> _EXERCISE DESCRIPTION_
Wherever a line holds the word "gradientUnits", copy that line from the data.

> _INFORMATION SUPPLIED_
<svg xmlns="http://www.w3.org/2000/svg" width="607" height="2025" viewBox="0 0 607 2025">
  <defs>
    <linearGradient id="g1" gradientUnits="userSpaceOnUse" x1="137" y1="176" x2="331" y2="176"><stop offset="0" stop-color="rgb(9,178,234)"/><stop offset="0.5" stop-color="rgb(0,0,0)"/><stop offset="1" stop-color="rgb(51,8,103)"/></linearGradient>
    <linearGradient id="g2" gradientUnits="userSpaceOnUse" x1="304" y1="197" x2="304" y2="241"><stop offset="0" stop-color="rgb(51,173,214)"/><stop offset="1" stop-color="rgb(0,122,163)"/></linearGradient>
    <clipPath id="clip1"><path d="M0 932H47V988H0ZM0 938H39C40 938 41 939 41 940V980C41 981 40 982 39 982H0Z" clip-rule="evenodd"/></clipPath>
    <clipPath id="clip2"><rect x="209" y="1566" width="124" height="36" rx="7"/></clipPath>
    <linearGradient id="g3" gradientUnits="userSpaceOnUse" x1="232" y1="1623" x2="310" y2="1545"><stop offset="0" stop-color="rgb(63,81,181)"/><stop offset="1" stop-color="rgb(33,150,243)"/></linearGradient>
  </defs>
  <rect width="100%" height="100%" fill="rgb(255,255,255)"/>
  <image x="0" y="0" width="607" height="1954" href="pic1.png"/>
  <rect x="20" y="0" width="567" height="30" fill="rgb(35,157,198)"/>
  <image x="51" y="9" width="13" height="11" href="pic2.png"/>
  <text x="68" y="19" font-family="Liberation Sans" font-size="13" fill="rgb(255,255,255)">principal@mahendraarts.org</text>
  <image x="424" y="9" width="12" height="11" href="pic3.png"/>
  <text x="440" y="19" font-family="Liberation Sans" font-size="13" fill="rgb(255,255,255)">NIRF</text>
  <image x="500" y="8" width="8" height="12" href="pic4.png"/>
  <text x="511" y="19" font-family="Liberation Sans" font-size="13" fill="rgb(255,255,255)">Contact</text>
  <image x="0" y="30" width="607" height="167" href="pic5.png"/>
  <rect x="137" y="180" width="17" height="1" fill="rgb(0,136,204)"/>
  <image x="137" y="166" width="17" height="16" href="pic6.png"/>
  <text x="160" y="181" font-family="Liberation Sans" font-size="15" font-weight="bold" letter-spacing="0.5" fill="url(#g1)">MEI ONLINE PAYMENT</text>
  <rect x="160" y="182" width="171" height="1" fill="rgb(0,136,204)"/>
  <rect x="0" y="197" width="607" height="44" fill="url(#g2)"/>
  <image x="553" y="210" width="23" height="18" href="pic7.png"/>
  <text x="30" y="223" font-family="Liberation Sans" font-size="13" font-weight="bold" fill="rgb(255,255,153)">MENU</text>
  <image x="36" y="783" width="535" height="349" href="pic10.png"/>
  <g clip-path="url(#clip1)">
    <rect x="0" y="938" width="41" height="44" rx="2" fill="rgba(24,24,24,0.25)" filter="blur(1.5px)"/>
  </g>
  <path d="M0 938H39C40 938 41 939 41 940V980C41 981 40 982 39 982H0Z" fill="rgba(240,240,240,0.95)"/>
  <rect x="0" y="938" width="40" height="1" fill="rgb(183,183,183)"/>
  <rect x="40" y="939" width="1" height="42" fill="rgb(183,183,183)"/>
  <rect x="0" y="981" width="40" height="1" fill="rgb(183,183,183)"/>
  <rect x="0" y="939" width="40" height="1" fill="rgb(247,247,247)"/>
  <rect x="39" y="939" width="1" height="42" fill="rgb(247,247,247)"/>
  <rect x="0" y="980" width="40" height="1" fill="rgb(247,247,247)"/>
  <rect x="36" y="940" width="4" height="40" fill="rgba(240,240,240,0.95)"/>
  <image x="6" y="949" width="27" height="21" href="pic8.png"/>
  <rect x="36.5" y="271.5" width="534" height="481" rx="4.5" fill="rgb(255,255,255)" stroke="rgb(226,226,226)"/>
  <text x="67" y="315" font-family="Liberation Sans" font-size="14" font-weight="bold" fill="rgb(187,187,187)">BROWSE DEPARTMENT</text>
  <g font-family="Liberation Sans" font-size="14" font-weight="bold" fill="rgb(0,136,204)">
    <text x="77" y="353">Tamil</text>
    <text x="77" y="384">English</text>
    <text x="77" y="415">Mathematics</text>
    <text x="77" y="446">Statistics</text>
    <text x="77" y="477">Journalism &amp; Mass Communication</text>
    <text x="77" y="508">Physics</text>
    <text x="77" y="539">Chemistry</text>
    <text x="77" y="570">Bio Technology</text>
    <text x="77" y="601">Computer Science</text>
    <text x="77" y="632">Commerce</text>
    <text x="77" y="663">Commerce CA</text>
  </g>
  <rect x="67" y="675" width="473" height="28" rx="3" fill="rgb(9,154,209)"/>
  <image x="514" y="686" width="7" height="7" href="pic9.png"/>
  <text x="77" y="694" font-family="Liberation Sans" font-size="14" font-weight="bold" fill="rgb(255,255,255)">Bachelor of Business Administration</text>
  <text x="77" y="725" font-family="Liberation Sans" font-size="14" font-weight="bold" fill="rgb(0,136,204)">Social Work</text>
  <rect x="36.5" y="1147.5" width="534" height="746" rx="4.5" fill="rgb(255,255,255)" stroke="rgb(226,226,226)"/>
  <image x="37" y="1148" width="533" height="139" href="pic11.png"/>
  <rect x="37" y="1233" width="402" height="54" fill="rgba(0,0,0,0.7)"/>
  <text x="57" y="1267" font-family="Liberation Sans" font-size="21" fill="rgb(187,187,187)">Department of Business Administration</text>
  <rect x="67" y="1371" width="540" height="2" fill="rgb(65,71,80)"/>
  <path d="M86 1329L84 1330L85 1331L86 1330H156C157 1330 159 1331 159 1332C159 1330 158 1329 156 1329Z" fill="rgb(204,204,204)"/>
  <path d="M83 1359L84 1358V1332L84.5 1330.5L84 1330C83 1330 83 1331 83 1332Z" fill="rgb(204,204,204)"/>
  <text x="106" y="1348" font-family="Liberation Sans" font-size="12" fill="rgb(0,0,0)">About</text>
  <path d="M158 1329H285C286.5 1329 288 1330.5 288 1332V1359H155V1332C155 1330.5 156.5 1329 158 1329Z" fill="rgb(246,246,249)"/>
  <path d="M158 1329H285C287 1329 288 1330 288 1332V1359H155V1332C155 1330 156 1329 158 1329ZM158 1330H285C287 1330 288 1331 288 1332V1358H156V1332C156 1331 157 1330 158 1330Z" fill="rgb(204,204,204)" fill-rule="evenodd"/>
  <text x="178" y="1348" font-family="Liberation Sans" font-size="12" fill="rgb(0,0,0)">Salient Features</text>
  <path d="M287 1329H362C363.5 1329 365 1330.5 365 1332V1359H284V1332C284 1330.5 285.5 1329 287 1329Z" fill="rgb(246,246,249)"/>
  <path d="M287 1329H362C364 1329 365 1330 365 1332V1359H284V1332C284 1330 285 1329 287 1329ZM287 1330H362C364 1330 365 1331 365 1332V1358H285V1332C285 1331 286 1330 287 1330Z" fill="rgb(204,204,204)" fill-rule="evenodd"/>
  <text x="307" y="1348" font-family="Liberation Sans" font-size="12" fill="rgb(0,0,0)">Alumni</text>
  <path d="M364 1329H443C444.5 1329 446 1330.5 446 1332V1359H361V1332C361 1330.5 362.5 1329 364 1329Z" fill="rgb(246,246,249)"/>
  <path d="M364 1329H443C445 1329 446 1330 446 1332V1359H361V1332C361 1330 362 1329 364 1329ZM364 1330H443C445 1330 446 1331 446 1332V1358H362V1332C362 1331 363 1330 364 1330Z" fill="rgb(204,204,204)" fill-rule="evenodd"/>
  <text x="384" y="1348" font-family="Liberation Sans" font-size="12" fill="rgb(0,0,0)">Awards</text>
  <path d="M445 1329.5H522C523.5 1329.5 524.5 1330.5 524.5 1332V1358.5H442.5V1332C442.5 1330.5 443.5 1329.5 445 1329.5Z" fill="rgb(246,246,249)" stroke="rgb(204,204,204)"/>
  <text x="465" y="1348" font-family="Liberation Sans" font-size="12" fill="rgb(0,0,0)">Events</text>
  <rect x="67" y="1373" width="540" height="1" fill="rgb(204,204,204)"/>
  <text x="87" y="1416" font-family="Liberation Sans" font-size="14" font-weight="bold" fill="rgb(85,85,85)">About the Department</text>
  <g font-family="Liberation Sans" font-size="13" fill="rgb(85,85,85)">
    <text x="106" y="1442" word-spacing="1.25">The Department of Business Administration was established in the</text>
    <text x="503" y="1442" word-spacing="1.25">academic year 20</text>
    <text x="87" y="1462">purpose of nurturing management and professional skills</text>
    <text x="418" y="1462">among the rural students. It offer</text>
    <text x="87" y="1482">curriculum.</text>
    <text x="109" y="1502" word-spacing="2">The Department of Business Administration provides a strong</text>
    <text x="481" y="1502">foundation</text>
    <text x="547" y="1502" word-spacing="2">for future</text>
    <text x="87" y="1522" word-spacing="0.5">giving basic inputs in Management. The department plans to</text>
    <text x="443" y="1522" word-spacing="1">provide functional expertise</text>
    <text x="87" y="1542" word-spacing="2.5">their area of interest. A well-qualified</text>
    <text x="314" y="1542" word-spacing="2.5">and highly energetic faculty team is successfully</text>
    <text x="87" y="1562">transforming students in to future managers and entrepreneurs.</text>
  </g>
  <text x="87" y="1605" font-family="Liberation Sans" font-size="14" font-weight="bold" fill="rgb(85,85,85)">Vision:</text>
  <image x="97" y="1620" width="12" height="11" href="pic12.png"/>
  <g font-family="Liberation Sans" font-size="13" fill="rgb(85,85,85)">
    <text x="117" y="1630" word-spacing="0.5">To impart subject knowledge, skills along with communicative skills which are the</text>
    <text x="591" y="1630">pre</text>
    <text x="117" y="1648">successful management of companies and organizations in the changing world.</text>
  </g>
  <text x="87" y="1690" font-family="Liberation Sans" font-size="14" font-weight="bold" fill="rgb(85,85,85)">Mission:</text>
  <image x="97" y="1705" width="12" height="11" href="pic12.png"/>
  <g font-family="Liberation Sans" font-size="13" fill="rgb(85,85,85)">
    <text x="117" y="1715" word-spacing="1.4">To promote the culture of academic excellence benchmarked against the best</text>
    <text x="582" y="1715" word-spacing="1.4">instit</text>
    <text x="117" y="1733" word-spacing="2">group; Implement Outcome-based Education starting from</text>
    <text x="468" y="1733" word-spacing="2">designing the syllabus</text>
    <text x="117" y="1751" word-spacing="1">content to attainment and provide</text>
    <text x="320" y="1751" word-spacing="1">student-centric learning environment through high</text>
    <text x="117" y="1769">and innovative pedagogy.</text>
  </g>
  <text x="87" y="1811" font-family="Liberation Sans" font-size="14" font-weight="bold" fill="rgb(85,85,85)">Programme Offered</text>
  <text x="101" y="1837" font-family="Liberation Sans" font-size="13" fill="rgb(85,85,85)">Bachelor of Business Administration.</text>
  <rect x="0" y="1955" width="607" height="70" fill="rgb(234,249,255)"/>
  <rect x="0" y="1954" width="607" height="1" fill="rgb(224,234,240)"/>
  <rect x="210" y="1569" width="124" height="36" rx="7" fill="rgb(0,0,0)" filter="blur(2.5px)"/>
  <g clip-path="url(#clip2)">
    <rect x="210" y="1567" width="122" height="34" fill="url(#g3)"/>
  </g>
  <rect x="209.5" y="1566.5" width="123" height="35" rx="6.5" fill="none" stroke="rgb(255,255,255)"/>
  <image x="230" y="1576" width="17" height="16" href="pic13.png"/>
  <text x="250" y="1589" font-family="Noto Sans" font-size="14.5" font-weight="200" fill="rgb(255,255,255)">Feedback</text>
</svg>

> _OUTPUT OF THE TASK_
    <linearGradient id="g1" gradientUnits="userSpaceOnUse" x1="137" y1="176" x2="331" y2="176"><stop offset="0" stop-color="rgb(9,178,234)"/><stop offset="0.5" stop-color="rgb(0,0,0)"/><stop offset="1" stop-color="rgb(51,8,103)"/></linearGradient>
    <linearGradient id="g2" gradientUnits="userSpaceOnUse" x1="304" y1="197" x2="304" y2="241"><stop offset="0" stop-color="rgb(51,173,214)"/><stop offset="1" stop-color="rgb(0,122,163)"/></linearGradient>
    <linearGradient id="g3" gradientUnits="userSpaceOnUse" x1="232" y1="1623" x2="310" y2="1545"><stop offset="0" stop-color="rgb(63,81,181)"/><stop offset="1" stop-color="rgb(33,150,243)"/></linearGradient>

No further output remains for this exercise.